Por qué decidí decirle adiós a una amiga y nunca me arrepentí.
La vida no siempre nos explica por qué pasan las cosas. A veces, las situaciones que vivimos realmente no tienen ningún sentido en el momento. Tiempo después, seguimos buscando las respuestas a esas preguntas que tanto nos han dado vueltas en la cabeza.
En mis cortos 23 años de vida he pasado por mucho. He vivido un montón de buenos momentos, pero también una gran cantidad de malos. Sin embargo, si hay algo que valoro y me importa de mi vida, son las relaciones que mantengo con las personas que son cercanas a mí.
No soy perfecta. He cometido muchísimos errores. He lastimado a personas que nunca quise dañar, y a veces, he llegado a cuestionar mi manera de ser, pero, con los años, he aprendido que no todas las personas que llegan a mi vida tienen la intención de quedarse. Incluso, aquellas que ya han permanecido a mi lado por largo tiempo, algún día se irán. Y eso es exactamente lo que tu me has enseñado.
Todos cambiamos. Nunca seremos las mismas personas que éramos hace cinco años; tal vez, ni siquiera somos igual que hace cinco días. De eso se trata la vida: de movernos, de estar en constante cambio y seguir avanzando. Evolucionar. Solamente así es como aprendemos y crecemos como personas.
Si no cambiamos, nunca podríamos pasar a la siguiente etapa de nuestras vidas. Y debemos saber que existe una enorme diferencia entre cambiar y crecer en una relación -de amistad, de amor o familiar- y cambiar y crecer como individuo.
Todos nos equivocamos. Tenemos debilidades que nos pueden llevar a decir o hacer cosas que no queremos en realidad. Por eso algo importante en la vida es aprender a reconocer nuestros errores. Una cosa es reconocer que nos equivocamos y cambiar; y otra reconocer que fallamos pero permanecer exactamente igual.
La confianza siempre ha sido muy importante para mí. He aprendido que es algo muy frágil, pero sobre todo, que es algo que no se le debe entregar con facilidad a cualquier persona.
Durante algunos años, confié en ti. Aunque a veces nos alejáramos un poco y duráramos meses sin hablar porque teníamos discusiones. Al final, sabía que siempre intentaríamos (o al menos yo) solucionarlo.
Pero entonces sucedió algo: me diste la espalda, y me apuñalaste cuando estuve en desacuerdo contigo; en ese momento entendí que debía alejarme de ti para siempre.
He sido bendecida con la capacidad de perdonar fácilmente a las personas pero, esa bendición puede convertirse en maldición cuando algunos hacen cosas sabiendo que pueden salirse con la suya. Entiendo que es casi parte de la naturaleza humana, y tú sabías que yo nunca te iba a fallar, sin importar a cuántas personas les dieras la espalda. Yo confiaba en ti, y suponía que conmigo sería distinto. Pero creo que fue mucho peor que las otras personas con las que relacionabas.
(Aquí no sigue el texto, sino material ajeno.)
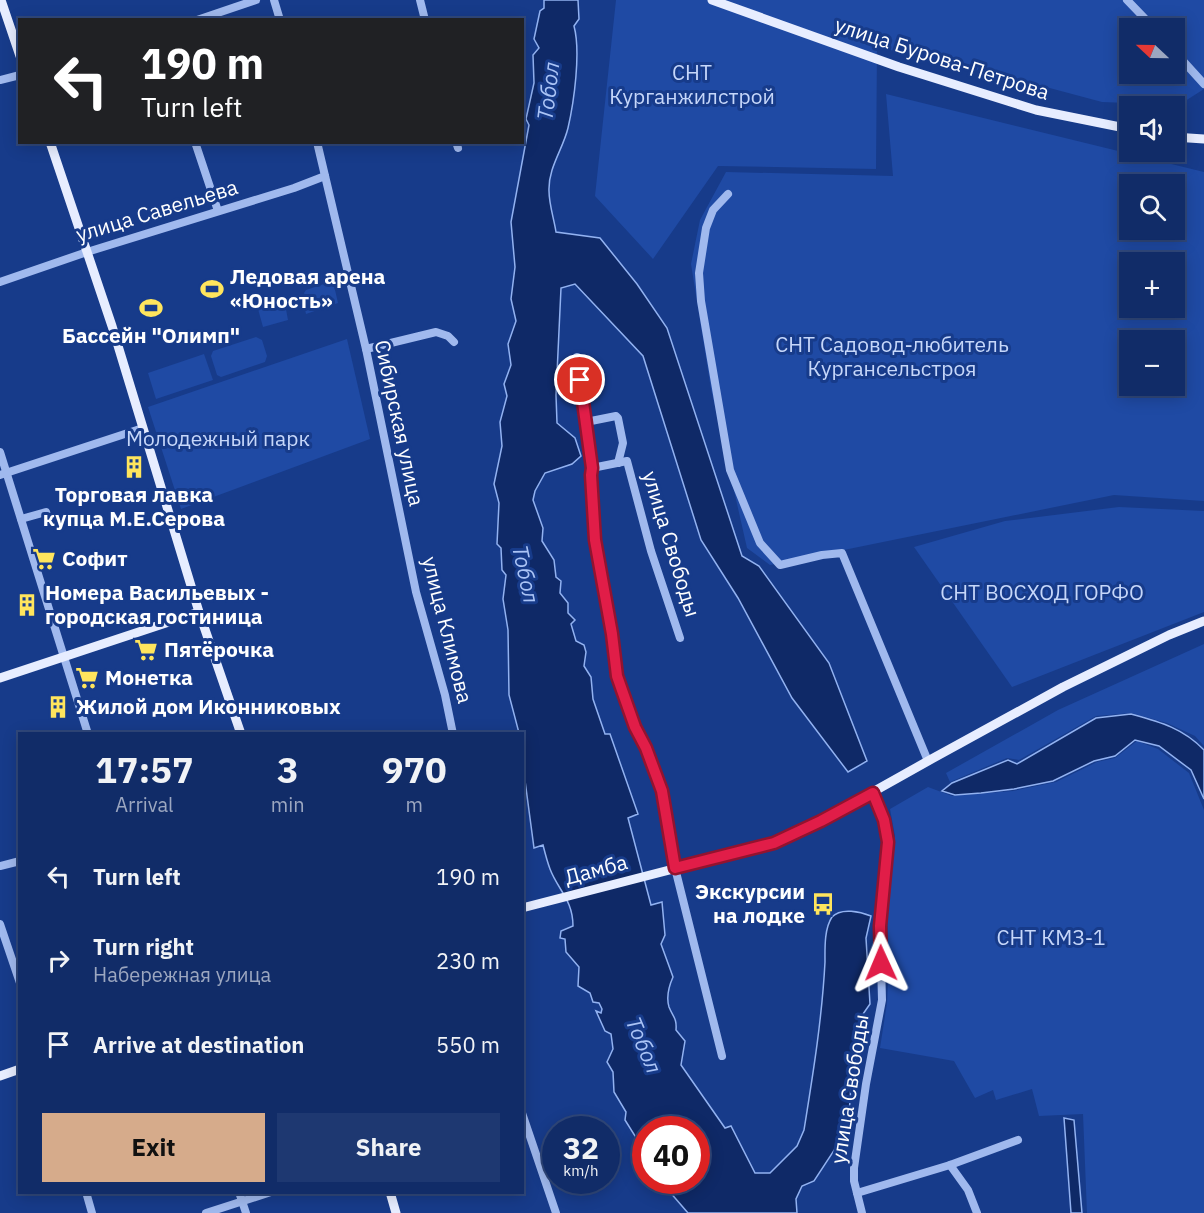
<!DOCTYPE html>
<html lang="en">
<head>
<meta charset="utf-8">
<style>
	body { margin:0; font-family:"IBM Plex Sans",sans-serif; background:#1e3871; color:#f1f3f6; height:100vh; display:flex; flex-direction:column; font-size:22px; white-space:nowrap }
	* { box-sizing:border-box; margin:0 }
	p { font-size:20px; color:#9ca7c0 }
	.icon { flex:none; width:33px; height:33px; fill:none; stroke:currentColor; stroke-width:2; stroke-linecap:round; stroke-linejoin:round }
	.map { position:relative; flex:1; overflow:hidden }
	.sheet { position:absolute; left:18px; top:732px; width:506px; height:462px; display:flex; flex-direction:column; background:#112c68; border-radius:0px; box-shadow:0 3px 15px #0003,0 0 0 2px #30487c }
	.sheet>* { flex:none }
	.hud { position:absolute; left:18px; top:18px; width:506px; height:126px; border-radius:0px; box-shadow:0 3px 15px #0003,0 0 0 2px #30487c; background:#202124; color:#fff; overflow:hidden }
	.needle { width:39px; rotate:292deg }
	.tools { position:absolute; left:1119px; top:18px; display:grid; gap:12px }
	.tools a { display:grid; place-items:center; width:66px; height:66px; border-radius:0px; background:#112c68; box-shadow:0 3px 15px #0003,0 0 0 2px #30487c; font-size:30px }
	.speed { position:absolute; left:542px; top:1116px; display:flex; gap:12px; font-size:30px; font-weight:700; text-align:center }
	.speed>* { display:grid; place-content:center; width:78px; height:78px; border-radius:50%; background:#112c68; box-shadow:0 3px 15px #0003,0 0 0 2px #30487c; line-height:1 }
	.speed small { font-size:15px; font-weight:400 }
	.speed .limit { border:9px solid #d22; background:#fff; color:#111 }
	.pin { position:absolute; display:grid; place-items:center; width:51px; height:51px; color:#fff; margin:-26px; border:3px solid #fff; border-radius:50%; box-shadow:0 2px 6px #0007 }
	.me { position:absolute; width:66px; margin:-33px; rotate:359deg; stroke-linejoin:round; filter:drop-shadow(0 0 4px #0008) }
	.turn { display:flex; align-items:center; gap:21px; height:126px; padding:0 24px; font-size:27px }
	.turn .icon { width:78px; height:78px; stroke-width:2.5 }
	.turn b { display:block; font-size:42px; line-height:51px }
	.eta { display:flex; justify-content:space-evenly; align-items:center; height:102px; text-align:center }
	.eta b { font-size:36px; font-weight:700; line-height:42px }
	.cta { display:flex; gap:12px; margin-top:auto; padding:12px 24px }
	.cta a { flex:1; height:69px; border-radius:0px; background:#d6ab8b; color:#111; font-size:24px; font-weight:700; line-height:69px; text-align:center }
	.cta a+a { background:#1e3871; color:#f1f3f6 }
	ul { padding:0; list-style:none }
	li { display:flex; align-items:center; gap:18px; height:84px; padding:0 24px }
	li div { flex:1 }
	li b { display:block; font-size:22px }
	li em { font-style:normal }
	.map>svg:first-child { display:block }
</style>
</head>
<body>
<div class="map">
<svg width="1204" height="1213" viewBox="0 0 1204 1213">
	<rect width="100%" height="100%" fill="#173b8a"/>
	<g fill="#1f4aa4" fill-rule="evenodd">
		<path d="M616,0H1204V89L1179,105L1102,102L1001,75L877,47L876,169L718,166L653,259L595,196ZM1130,28H1174V74H1130Z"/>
		<path d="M886,94L1204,172V501L1114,495L770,565L747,548L711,389L691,264L700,220L726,172L893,176ZM1130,184H1174V230H1130ZM1130,262H1174V308H1130ZM1130,340H1174V386H1130Z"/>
		<path d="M333,281L338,303L306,314L303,300L306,297L304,293L306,290Z"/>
		<path d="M273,300L275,308L285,304L288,320L263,327L258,309L259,306Z"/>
		<path d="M256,337L262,340L267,356L265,362L221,377L217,375L211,356L213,351Z"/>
		<path d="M347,339L370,439L181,509L148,407Z"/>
		<path d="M204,354L213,380L156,399L148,373Z"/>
		<path d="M1119,507L1204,511V612L1012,687L914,547L1005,521Z"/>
		<path d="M1204,644V746L1195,736L1167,723L1131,713L1096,716L1019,760L1007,758L950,782L946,773L1058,710Z"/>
		<path d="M1137,741L1158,749L1189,773L1204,810V1213H1087L1083,1114L1039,1116L1032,1089L996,1100L993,1090L975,1098L954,1061L880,1048L887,1003L889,962L887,908L895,836L890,809L928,787L952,796L1013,791L1056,782L1097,762L1115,758Z"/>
	</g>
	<g fill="#0f2967" stroke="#92b2f1" stroke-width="1.5">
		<path d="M544,0H578L579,19L574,26C581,52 574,102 568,128C563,149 548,168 549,191C549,204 554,219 556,232L600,238L637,284L667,328L742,556L759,566L829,663L867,761L848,772L792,698L738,598L701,540L643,356L575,284L561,288L556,395L557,423L575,438L581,456L572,464L545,473L535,491L533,500L543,528L542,541L554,560L556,577L561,581L560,593L568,603V613L575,620L571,624L576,641L584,645L586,652L584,666L591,677L593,699L605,734H610L638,814L628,818L651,905L662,902L665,935L661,944L673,977C669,986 666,997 669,1007C673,1017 677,1018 676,1030L685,1041L681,1065L725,1128L731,1126L755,1173H770L797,1146L804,1130C813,1074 822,1019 825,962C825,949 824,929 832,917C841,907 861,912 871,916L866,938L870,1004L863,1014L862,1037L852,1070L849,1115L835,1149L814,1181L802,1186L796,1199L797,1213H688L669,1191L662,1181L696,1180V1130H645V1152L625,1120L626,1112L614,1092L613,1072L607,1062L613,1049L611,1034L605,1031L596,1011L601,1013L602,1009L599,1003L593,1002L590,993L578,986L579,967L566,952L565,939L560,938L561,931L573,926C573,900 558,890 550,869C547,861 545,853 543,845L534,848L522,758V734L519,733L509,695L508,630L503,599L506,575L502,570L501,548L497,544L499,503L494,484L502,446L500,422L507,396L504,384L511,365L508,344L516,321L511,299L515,267L511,222L529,125L526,119L534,83L533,55L539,48L534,39L540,11L544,8Z"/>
		<path d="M1131,714C1160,722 1183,728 1204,750V799L1191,770L1159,746L1135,740L1115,756L1094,761L1053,781L1014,789L981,793L955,795L942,791L952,783L1008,760L1017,764L1096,718Z"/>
		<path d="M1064,1118L1074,1120L1082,1213H1071Z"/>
	</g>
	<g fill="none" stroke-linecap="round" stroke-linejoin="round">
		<g stroke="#a0b9ee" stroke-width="8">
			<path d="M274,0L280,20"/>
			<path d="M420,0L425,20"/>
			<path d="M1127,0L1154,28"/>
			<path d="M197,20L256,0"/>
			<path d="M1174,51L1204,84"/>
			<path d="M0,80L20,75"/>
			<path d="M195,142L218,211"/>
			<path d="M317,142L366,349L416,592L445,695L453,734"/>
			<path d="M456,142L458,148"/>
			<path d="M728,194L713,210L706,228L699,273L701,301L730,470L760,543L780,565L822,555L842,553L928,761"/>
			<path d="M0,282L87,252L294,188L325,176"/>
			<path d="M366,349L436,332L448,336L454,342"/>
			<path d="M577,357L592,468L591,475L595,540L612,634L617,676L635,727L646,748L662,791L675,868L722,1056"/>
			<path d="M586,422L616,416L618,418L623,443L618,463"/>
			<path d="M0,452L88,734"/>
			<path d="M592,468L627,461L651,551L680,638"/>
			<path d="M0,475L143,428"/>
			<path d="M21,519L46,512L49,520"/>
			<path d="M0,866L20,861"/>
			<path d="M0,924L20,983"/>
			<path d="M522,1113L556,1213"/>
			<path d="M950,1165L968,1190L977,1213"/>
			<path d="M86,1192L92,1213"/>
			<path d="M239,1192L246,1213"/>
			<path d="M857,1193L950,1165L1018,1140"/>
			<path d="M206,1213L271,1192"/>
			<path d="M862,1213L854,1181V1168L866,1084L882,1000L880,926L888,842L884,820L873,793"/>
		</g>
		<g stroke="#e7edff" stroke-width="9">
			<path d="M1,0L20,56"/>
			<path d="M712,0L899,67L1036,110L1130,129"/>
			<path d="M1174,137L1204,139"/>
			<path d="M50,142L112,326L199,612L241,734"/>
			<path d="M0,678L199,612"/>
			<path d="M522,908L774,843L821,821L928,761L1063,687L1169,635L1204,621"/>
			<path d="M0,1076L20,1069"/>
			<path d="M390,1192L396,1213"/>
		</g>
	</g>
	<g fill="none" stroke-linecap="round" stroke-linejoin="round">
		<g stroke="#92132f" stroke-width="15">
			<path id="route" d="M580,380L592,468L591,475L595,540L612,634L617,676L635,727L646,748L662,791L675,868L774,843L821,821L873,793L884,820L888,842L880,926L881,963"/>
		</g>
		<use href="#route" stroke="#e11d48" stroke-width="10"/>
	</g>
	<defs>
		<g id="stadium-bare" transform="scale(1.8)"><path d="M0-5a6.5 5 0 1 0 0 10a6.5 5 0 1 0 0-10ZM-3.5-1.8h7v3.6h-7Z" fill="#ffe55d" stroke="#173b8a" stroke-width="2.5" paint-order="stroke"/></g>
		<g id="building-bare" transform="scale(1.8)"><path d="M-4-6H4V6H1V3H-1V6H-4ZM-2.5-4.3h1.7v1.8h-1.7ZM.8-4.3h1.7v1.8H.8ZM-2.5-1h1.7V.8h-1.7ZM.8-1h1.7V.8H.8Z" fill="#ffe55d" stroke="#173b8a" stroke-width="2.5" paint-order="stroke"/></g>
		<g id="supermarket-bare" transform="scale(1.8)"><path d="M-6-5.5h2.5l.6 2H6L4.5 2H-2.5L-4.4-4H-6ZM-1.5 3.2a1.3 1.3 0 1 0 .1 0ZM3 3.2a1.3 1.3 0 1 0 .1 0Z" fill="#ffe55d" stroke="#173b8a" stroke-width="2.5" paint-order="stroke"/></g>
		<g id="bus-bare" transform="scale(1.8)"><path d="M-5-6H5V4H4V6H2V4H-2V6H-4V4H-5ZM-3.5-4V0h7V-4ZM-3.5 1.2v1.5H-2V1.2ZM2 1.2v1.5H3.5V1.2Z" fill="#ffe55d" stroke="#173b8a" stroke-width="2.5" paint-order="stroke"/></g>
	</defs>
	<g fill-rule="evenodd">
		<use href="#stadium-bare" x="212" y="289"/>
		<use href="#stadium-bare" x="151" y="308"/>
		<use href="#building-bare" x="134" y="467"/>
		<use href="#supermarket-bare" x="44" y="559"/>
		<use href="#building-bare" x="27" y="605"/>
		<use href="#supermarket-bare" x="146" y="650"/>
		<use href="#supermarket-bare" x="87" y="678"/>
		<use href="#building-bare" x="58" y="707"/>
		<use href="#bus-bare" x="823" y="904"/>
	</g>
	<g text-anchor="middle" stroke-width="6" stroke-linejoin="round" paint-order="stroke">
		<g font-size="21" fill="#fff" stroke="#173b8a">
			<text transform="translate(942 59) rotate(18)" y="7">улица Бурова-Петрова</text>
			<text transform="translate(157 211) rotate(-17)" y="7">улица Савельева</text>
			<text transform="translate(399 423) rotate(78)" y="7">Сибирская улица</text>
			<text transform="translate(671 544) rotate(73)" y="7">улица Свободы</text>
			<text transform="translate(447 630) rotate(76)" y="7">улица Климова</text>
			<text transform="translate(596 870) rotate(-15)" y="7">Дамба</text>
			<text transform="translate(850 1089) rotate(-81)" y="7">улица Свободы</text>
		</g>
		<g font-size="21" fill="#c6d7fa" stroke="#173b8a">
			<text x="692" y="80">СНТ<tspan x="692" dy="24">Курганжилстрой</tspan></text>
			<text x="892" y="352">СНТ Садовод-любитель<tspan x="892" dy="24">Кургансельстроя</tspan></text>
			<text x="218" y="446">Молодежный парк</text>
			<text x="1042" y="600">СНТ ВОСХОД ГОРФО</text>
			<text x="1051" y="945">СНТ КМЗ-1</text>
		</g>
		<g font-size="21" font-weight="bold" fill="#fff" stroke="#173b8a" text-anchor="start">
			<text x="230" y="284">Ледовая арена<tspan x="230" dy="24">«Юность»</tspan></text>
			<text x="151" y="343" text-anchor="middle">Бассейн "Олимп"</text>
			<text x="134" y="502" text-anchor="middle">Торговая лавка<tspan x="134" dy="24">купца М.Е.Серова</tspan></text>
			<text x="62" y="566">Софит</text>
			<text x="45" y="600">Номера Васильевых -<tspan x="45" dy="24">городская гостиница</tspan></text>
			<text x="164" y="657">Пятёрочка</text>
			<text x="105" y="685">Монетка</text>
			<text x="76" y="714">Жилой дом Иконниковых</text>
			<text x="805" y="899" text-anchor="end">Экскурсии<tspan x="805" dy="24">на лодке</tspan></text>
		</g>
		<g font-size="22" font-style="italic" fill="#abc4f6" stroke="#173b8a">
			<text transform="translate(548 91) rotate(-83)" y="8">Тобол</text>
			<text transform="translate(526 574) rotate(78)" y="8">Тобол</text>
			<text transform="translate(644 1045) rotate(67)" y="8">Тобол</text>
		</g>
	</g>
</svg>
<div class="tools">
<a><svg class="needle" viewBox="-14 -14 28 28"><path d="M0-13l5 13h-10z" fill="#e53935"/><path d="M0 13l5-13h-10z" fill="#9ca7c0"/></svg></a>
<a><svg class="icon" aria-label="sound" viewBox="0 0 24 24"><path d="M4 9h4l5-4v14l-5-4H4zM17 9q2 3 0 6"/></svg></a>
<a><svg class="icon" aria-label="search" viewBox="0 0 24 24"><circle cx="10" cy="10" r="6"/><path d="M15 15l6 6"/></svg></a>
<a>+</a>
<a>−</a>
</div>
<div class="speed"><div>32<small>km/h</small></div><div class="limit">40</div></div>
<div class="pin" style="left:580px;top:380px;background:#d93025"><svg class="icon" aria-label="arrive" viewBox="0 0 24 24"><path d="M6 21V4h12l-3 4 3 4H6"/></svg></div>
<svg class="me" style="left:881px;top:963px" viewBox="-20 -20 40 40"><path d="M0-17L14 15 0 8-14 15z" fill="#e11d48" stroke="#fff" stroke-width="4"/></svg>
<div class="hud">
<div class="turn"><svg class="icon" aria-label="left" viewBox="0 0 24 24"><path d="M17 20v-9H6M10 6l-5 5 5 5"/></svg><div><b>190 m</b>Turn left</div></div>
</div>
<section class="sheet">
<div class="eta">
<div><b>17:57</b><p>Arrival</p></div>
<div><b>3</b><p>min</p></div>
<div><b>970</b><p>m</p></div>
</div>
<ul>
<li><svg class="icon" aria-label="left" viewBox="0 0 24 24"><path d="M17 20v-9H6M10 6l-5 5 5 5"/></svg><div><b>Turn left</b></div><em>190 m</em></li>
<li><svg class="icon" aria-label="right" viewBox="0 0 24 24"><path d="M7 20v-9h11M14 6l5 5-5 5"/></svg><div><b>Turn right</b><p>Набережная улица</p></div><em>230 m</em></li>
<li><svg class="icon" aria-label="arrive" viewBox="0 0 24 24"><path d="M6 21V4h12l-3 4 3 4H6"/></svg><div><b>Arrive at destination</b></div><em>550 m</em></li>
</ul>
<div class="cta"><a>Exit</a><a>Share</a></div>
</section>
</div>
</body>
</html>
No me malinterpretes: hay días en los que te extraño terriblemente, pero ocurrió más de una vez y fue suficiente. Me traicionaste a través de criticas a mi espalda, burlas, y envidias. Se supone que los amigos no te dan la espalda. Se supone que ellos están ahí en las buenas y en las malas. Se supone que son quienes te ayudarán a defenderte sin importar el qué.
Es lo que yo hice por ti demasiadas veces, y al final, solo recibí lo contrario.
No soy la misma persona que hace un par de años, y eso debiste entenderlo. Hace un año hubiera dejado que me lastimaras y aún así hubiera dicho que las cosas estaban bien entre nosotros aunque no fuera así. Yo nunca te pedía explicaciones porque sentía que no valía la pena, que todo debía seguir como antes.
Si hubieras sido una verdadera amiga, te hubieras dado cuenta de las cosas que me lastimaban y las hubieras dejado de hacer. No estoy diciendo que yo no cometí errores, porque definitivamente lo hice, pero tú le diste la espalda a la única persona que nunca te haría daño.
Estoy en un tiempo en mi vida en el que realmente no necesito a nadie que no me necesite, o que se comporte como si no me necesitara.
Te dejé atrás porque eres parte de mi pasado, no de mi futuro.
El texto no es mio, pero esta parafraseado de acuerdo a mi situación personal, es algo que nunca le dije a esa persona, y solo me queda externarlo en esta red social.